Another element in this non-neutral monetary process, Mises argued, was an inescapable modification and redistribution of income and wealth. The very fact that some demands and prices and wages rise before others necessarily improves the real relative income positions of some in the society and reduces the real relative incomes of others. Those who experience higher prices and wages for their goods and services earlier in this temporal sequence have higher money incomes to spend before many of the prices of the goods they want to demand have increased in price. Hence, they have more money to spend for goods whose prices have not yet increased or not by as much as their own. This represents a real increase in income for as long as the prices they receive from the goods and services they sell continue to rise more and before the prices the goods and services they buy. 

Others in society do not do as well. Given the temporal sequence in which the demands and prices of various goods are rising during the monetary expansion, those individuals and groups who experience higher and rising prices for the goods and services they regularly buy before the prices and wages for the goods and services they sell rise equally or more experience a decline in their real relative incomes. These latter members of society lose during the monetary inflationary process, while those in the earlier groups and sectors of the economy gain from the on-going inflation. Those on fixed incomes or pensions are, clearly, the most obvious victims of monetary inflations. 

Monetary deflations are equally nonneutral in their effects

Mises was equally clear that monetary contractions, or “deflationary” processes, were just as nonneutral in their effects on prices, wages, profits, and incomes. As he explained in The Theory of Money and Credit

Monetary appreciation [falling prices], like monetary depreciation [rising prices] does not occur suddenly and uniformly throughout a whole community, but as a rule starts from single classes and spreads gradually…. The first of those who have to content themselves with lower prices than before for the commodities they sell, while they still have to pay the older higher prices for the commodities they buy, are those who are injured by the increase in the value of money. Those, however, who are the last to have to reduce the prices of the commodities they sell and have meanwhile been able to take advantage of the fall in prices of other things, are those who profit from the change.

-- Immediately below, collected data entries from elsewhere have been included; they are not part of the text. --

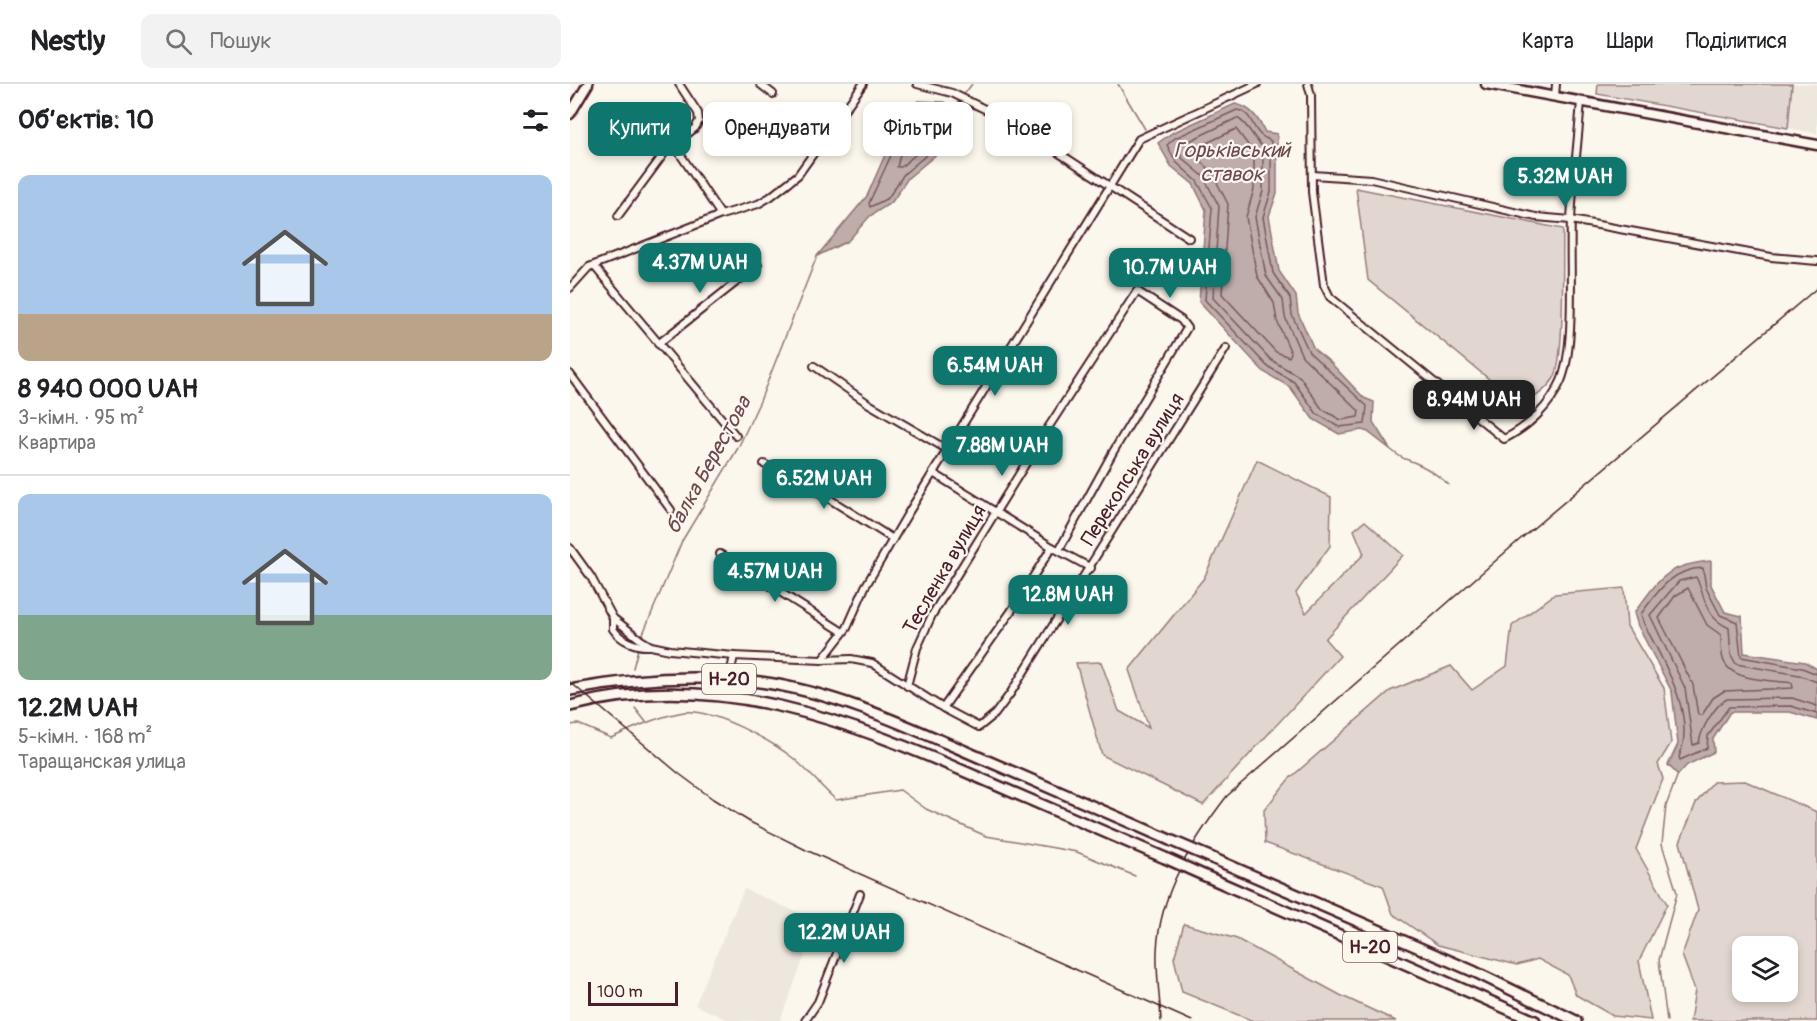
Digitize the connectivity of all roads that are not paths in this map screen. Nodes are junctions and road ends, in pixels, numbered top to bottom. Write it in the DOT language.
graph roads {
  1 [pos="588,84"];
  2 [pos="679,84"];
  3 [pos="760,84"];
  4 [pos="863,84"];
  5 [pos="918,84"];
  6 [pos="1257,84"];
  7 [pos="1308,84"];
  8 [pos="1486,84"];
  9 [pos="1556,84"];
  10 [pos="773,94"];
  11 [pos="1555,96"];
  12 [pos="1581,101"];
  13 [pos="691,102"];
  14 [pos="691,102"];
  15 [pos="570,114"];
  16 [pos="691,129"];
  17 [pos="1817,145"];
  18 [pos="663,156"];
  19 [pos="681,156"];
  20 [pos="1313,175"];
  21 [pos="1110,186"];
  22 [pos="721,215"];
  23 [pos="618,216"];
  24 [pos="1571,219"];
  25 [pos="1189,238"];
  26 [pos="1816,261"];
  27 [pos="758,265"];
  28 [pos="595,267"];
  29 [pos="570,288"];
  30 [pos="658,344"];
  31 [pos="1227,348"];
  32 [pos="814,366"];
  33 [pos="570,374"];
  34 [pos="736,436"];
  35 [pos="948,450"];
  36 [pos="764,464"];
  37 [pos="933,473"];
  38 [pos="671,510"];
  39 [pos="994,512"];
  40 [pos="893,539"];
  41 [pos="1052,547"];
  42 [pos="570,548"];
  43 [pos="1059,550"];
  44 [pos="720,554"];
  45 [pos="1091,567"];
  46 [pos="613,618"];
  47 [pos="843,632"];
  48 [pos="651,646"];
  49 [pos="734,656"];
  50 [pos="822,660"];
  51 [pos="729,679"];
  52 [pos="907,686"];
  53 [pos="792,688"];
  54 [pos="570,690"];
  55 [pos="570,706"];
  56 [pos="787,706"];
  57 [pos="943,708"];
  58 [pos="860,894"];
  59 [pos="805,1021"];
  60 [pos="1535,1021"];
  61 [pos="1576,1021"];
  1 -- 15 [label="street"];
  2 -- 13 [label="street"];
  3 -- 10 [label="street"];
  4 -- 22 [label="street"];
  5 -- 21 [label="street"];
  6 -- 21 [label="street"];
  7 -- 20 [label="street"];
  8 -- 11 [label="street"];
  9 -- 11 [label="street"];
  11 -- 12 [label="street"];
  12 -- 17 [label="street"];
  12 -- 24 [label="street"];
  14 -- 16 [label="street"];
  18 -- 23 [label="street"];
  19 -- 22 [label="street"];
  20 -- 24 [label="street"];
  20 -- 24 [label="street"];
  21 -- 25 [label="street"];
  21 -- 35 [label="street"];
  22 -- 28 [label="street"];
  24 -- 26 [label="street"];
  27 -- 30 [label="street"];
  28 -- 29 [label="street"];
  28 -- 30 [label="street"];
  30 -- 34 [label="street"];
  31 -- 45 [label="street, Перекопська вулиця"];
  32 -- 35 [label="street"];
  33 -- 38 [label="street"];
  35 -- 37 [label="street"];
  36 -- 40 [label="street"];
  37 -- 39 [label="street"];
  37 -- 40 [label="street"];
  39 -- 41 [label="street"];
  39 -- 43 [label="street, Тесленка вулиця"];
  39 -- 52 [label="street, Тесленка вулиця"];
  40 -- 47 [label="street"];
  41 -- 43 [label="street"];
  41 -- 57 [label="street"];
  42 -- 46 [label="street"];
  43 -- 45 [label="street"];
  44 -- 47 [label="street"];
  45 -- 57 [label="street, Перекопська вулиця"];
  46 -- 48 [label="street"];
  46 -- 48 [label="street, Перекопська вулиця"];
  47 -- 50 [label="street"];
  48 -- 49 [label="street, Перекопська вулиця"];
  49 -- 50 [label="street, Перекопська вулиця"];
  49 -- 51 [label="street"];
  50 -- 52 [label="street, Перекопська вулиця"];
  51 -- 53 [label="main road, Н-20"];
  51 -- 54 [label="main road, Н-20"];
  52 -- 57 [label="street, Перекопська вулиця"];
  53 -- 56 [label="main road"];
  53 -- 61 [label="main road, Н-20, bridge"];
  55 -- 56 [label="main road, Н-20"];
  56 -- 60 [label="main road, Н-20, bridge"];
  58 -- 59 [label="street"];
}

This is why Mises considered it futile and counterproductive to try to compensate for the effects of a prior monetary inflation by following it by a monetary deflation. The deflation merely brings in its wake its own nonneutral effects different from and in no way compensating for the loses that particular individuals may have suffered during the monetary inflation. Or as Mises expressed it in a later essay on “The Non-Neutrality of Money” (1938): 

[Some] suggest methods to undo changes in the purchasing power of money; if there has been an inflation they wish to deflate to the same extent and vice versa. They do not realize that by this procedure they do not undo the social consequences of the first change, but simply add to it the social consequences of a new change. If a man has been hurt by being run over by an automobile, it is no remedy to let the car go back over him in the opposite direction.

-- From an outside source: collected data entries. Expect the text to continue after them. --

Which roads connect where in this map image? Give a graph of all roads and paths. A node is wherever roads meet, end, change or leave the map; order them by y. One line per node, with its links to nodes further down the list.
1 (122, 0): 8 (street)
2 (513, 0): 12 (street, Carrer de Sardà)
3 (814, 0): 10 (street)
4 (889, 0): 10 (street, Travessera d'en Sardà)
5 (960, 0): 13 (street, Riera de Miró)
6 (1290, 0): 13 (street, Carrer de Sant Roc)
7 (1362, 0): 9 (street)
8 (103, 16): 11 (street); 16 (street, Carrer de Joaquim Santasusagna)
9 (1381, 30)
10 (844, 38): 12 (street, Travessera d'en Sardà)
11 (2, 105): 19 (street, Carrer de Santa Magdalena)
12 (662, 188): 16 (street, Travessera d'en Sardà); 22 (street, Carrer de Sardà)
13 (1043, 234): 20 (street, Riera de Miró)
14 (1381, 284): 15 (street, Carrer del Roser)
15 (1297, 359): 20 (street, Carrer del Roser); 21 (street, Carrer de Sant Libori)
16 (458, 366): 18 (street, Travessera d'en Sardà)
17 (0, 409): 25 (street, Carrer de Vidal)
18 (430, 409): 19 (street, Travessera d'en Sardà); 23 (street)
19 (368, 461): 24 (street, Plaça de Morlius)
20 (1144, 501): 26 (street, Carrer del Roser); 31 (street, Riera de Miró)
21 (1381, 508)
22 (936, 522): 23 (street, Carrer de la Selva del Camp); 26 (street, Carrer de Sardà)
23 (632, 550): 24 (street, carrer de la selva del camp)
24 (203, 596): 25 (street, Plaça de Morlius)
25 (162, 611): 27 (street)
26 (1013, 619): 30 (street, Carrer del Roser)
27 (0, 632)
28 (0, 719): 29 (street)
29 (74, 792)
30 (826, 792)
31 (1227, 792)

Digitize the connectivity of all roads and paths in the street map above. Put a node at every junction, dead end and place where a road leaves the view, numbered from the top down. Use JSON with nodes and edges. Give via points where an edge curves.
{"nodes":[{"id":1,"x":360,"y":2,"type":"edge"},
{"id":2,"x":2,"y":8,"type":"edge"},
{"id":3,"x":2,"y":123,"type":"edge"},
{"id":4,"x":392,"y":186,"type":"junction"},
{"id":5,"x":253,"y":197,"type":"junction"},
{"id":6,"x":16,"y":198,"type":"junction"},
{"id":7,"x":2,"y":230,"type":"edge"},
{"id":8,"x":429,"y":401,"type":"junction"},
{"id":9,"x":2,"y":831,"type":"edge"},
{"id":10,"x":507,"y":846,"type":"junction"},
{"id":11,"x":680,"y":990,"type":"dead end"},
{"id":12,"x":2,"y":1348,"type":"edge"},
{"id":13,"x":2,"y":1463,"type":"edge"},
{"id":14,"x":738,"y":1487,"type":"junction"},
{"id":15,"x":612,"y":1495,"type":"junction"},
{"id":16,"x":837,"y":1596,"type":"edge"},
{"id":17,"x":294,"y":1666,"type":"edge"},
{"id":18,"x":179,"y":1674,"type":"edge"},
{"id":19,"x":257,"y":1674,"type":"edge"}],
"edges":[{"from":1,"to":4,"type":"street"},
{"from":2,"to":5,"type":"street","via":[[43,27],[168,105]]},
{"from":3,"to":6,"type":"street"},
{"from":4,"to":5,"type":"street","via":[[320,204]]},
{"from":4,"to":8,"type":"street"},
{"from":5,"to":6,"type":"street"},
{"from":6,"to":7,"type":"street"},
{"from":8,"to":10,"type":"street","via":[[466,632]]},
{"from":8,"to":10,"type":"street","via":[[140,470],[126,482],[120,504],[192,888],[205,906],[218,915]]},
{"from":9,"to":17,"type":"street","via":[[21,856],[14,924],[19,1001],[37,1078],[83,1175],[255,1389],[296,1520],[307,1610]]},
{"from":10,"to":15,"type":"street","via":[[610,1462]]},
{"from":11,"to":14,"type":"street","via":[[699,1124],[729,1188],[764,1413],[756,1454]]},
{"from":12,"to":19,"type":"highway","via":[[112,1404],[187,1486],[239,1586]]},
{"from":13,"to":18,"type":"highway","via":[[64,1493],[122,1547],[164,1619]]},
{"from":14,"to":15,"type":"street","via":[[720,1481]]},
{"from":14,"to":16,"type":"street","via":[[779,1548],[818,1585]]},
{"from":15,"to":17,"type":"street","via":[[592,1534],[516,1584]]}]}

Mises emphasized, as we saw, that how monetary expansions (or contractions) work their way through the marketplace depends on the particular institutional and historical circumstances in which the monetary change occurs. But, in fact, the monetary and banking institutional setting when Mises published and revised The Theory of Money and Credit and wrote his later expositions, as in Human Action, remained fairly much the same, and remains so today. That is, monetary and credit expansions occur through banking systems overseen and fundamentally controlled by central banks. 

Given this institutional arrangement of modern monetary and banking systems, Mises applied his theory of the nonneutrality of money to understand and analyze the processes through which inflations and recessions, the booms and busts of the business cycle, are brought about. And, furthermore, what institutional changes would have to be introduced if the causes and consequences of the business cycle were to be eliminated or at least greatly reduced.